(Task input)

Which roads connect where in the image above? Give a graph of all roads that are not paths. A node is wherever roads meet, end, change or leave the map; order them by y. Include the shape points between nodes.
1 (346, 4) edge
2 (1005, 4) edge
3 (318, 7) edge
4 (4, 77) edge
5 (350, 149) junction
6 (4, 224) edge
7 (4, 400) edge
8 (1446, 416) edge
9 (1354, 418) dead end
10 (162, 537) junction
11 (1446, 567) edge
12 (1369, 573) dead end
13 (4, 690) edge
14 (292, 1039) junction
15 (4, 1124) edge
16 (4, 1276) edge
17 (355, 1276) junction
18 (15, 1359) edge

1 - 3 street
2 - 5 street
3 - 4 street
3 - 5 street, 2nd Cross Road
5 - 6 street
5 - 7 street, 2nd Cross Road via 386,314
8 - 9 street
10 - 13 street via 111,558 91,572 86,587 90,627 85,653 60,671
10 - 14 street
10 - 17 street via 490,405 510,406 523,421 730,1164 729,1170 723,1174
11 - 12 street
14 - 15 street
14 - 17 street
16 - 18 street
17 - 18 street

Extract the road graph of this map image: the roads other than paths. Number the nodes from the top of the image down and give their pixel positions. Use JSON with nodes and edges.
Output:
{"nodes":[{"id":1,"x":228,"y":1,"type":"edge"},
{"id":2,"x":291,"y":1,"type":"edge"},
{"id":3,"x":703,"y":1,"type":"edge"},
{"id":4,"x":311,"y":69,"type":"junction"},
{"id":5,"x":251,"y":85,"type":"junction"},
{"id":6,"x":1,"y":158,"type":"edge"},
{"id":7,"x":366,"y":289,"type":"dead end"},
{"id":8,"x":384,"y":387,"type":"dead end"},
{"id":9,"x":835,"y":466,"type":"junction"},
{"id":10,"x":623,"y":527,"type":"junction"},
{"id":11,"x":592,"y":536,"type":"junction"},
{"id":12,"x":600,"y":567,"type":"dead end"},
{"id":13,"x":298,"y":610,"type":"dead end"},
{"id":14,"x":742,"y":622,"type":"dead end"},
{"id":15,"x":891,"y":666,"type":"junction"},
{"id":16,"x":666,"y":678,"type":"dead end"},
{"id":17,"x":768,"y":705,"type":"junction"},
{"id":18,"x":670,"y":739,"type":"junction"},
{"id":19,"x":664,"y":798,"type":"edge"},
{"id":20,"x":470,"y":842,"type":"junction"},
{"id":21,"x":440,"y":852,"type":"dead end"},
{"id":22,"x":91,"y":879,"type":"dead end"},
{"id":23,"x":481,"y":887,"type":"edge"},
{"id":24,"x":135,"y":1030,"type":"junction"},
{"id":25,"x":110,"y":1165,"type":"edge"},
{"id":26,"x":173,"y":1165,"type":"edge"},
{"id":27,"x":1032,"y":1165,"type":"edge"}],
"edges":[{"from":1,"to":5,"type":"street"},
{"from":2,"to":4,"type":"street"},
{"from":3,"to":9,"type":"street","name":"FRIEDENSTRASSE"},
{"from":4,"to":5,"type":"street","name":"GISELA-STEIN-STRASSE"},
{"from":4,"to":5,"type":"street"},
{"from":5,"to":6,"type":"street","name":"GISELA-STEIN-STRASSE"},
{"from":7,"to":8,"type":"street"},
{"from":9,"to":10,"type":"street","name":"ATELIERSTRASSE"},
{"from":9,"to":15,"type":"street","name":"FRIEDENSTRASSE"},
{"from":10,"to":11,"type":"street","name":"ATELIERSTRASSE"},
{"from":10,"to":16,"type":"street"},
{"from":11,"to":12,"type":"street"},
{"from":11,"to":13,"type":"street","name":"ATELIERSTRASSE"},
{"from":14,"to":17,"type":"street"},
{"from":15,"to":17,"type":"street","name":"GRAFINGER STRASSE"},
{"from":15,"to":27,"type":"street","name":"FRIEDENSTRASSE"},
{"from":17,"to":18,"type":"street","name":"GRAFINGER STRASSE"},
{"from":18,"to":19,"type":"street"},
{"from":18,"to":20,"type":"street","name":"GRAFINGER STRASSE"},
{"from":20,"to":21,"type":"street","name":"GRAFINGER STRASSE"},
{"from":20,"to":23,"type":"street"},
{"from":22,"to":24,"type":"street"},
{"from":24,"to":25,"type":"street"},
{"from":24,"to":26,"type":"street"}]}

(End Task input)

Aim of the exercise:
Transcribe the data in full, keeping every detail.

Answer for the task:
Which roads connect where in the image above? Give a graph of all roads that are not paths. A node is wherever roads meet, end, change or leave the map; order them by y. Include the shape points between nodes.
1 (346, 4) edge
2 (1005, 4) edge
3 (318, 7) edge
4 (4, 77) edge
5 (350, 149) junction
6 (4, 224) edge
7 (4, 400) edge
8 (1446, 416) edge
9 (1354, 418) dead end
10 (162, 537) junction
11 (1446, 567) edge
12 (1369, 573) dead end
13 (4, 690) edge
14 (292, 1039) junction
15 (4, 1124) edge
16 (4, 1276) edge
17 (355, 1276) junction
18 (15, 1359) edge

1 - 3 street
2 - 5 street
3 - 4 street
3 - 5 street, 2nd Cross Road
5 - 6 street
5 - 7 street, 2nd Cross Road via 386,314
8 - 9 street
10 - 13 street via 111,558 91,572 86,587 90,627 85,653 60,671
10 - 14 street
10 - 17 street via 490,405 510,406 523,421 730,1164 729,1170 723,1174
11 - 12 street
14 - 15 street
14 - 17 street
16 - 18 street
17 - 18 street

Extract the road graph of this map image: the roads other than paths. Number the nodes from the top of the image down and give their pixel positions. Use JSON with nodes and edges.
Output:
{"nodes":[{"id":1,"x":228,"y":1,"type":"edge"},
{"id":2,"x":291,"y":1,"type":"edge"},
{"id":3,"x":703,"y":1,"type":"edge"},
{"id":4,"x":311,"y":69,"type":"junction"},
{"id":5,"x":251,"y":85,"type":"junction"},
{"id":6,"x":1,"y":158,"type":"edge"},
{"id":7,"x":366,"y":289,"type":"dead end"},
{"id":8,"x":384,"y":387,"type":"dead end"},
{"id":9,"x":835,"y":466,"type":"junction"},
{"id":10,"x":623,"y":527,"type":"junction"},
{"id":11,"x":592,"y":536,"type":"junction"},
{"id":12,"x":600,"y":567,"type":"dead end"},
{"id":13,"x":298,"y":610,"type":"dead end"},
{"id":14,"x":742,"y":622,"type":"dead end"},
{"id":15,"x":891,"y":666,"type":"junction"},
{"id":16,"x":666,"y":678,"type":"dead end"},
{"id":17,"x":768,"y":705,"type":"junction"},
{"id":18,"x":670,"y":739,"type":"junction"},
{"id":19,"x":664,"y":798,"type":"edge"},
{"id":20,"x":470,"y":842,"type":"junction"},
{"id":21,"x":440,"y":852,"type":"dead end"},
{"id":22,"x":91,"y":879,"type":"dead end"},
{"id":23,"x":481,"y":887,"type":"edge"},
{"id":24,"x":135,"y":1030,"type":"junction"},
{"id":25,"x":110,"y":1165,"type":"edge"},
{"id":26,"x":173,"y":1165,"type":"edge"},
{"id":27,"x":1032,"y":1165,"type":"edge"}],
"edges":[{"from":1,"to":5,"type":"street"},
{"from":2,"to":4,"type":"street"},
{"from":3,"to":9,"type":"street","name":"FRIEDENSTRASSE"},
{"from":4,"to":5,"type":"street","name":"GISELA-STEIN-STRASSE"},
{"from":4,"to":5,"type":"street"},
{"from":5,"to":6,"type":"street","name":"GISELA-STEIN-STRASSE"},
{"from":7,"to":8,"type":"street"},
{"from":9,"to":10,"type":"street","name":"ATELIERSTRASSE"},
{"from":9,"to":15,"type":"street","name":"FRIEDENSTRASSE"},
{"from":10,"to":11,"type":"street","name":"ATELIERSTRASSE"},
{"from":10,"to":16,"type":"street"},
{"from":11,"to":12,"type":"street"},
{"from":11,"to":13,"type":"street","name":"ATELIERSTRASSE"},
{"from":14,"to":17,"type":"street"},
{"from":15,"to":17,"type":"street","name":"GRAFINGER STRASSE"},
{"from":15,"to":27,"type":"street","name":"FRIEDENSTRASSE"},
{"from":17,"to":18,"type":"street","name":"GRAFINGER STRASSE"},
{"from":18,"to":19,"type":"street"},
{"from":18,"to":20,"type":"street","name":"GRAFINGER STRASSE"},
{"from":20,"to":21,"type":"street","name":"GRAFINGER STRASSE"},
{"from":20,"to":23,"type":"street"},
{"from":22,"to":24,"type":"street"},
{"from":24,"to":25,"type":"street"},
{"from":24,"to":26,"type":"street"}]}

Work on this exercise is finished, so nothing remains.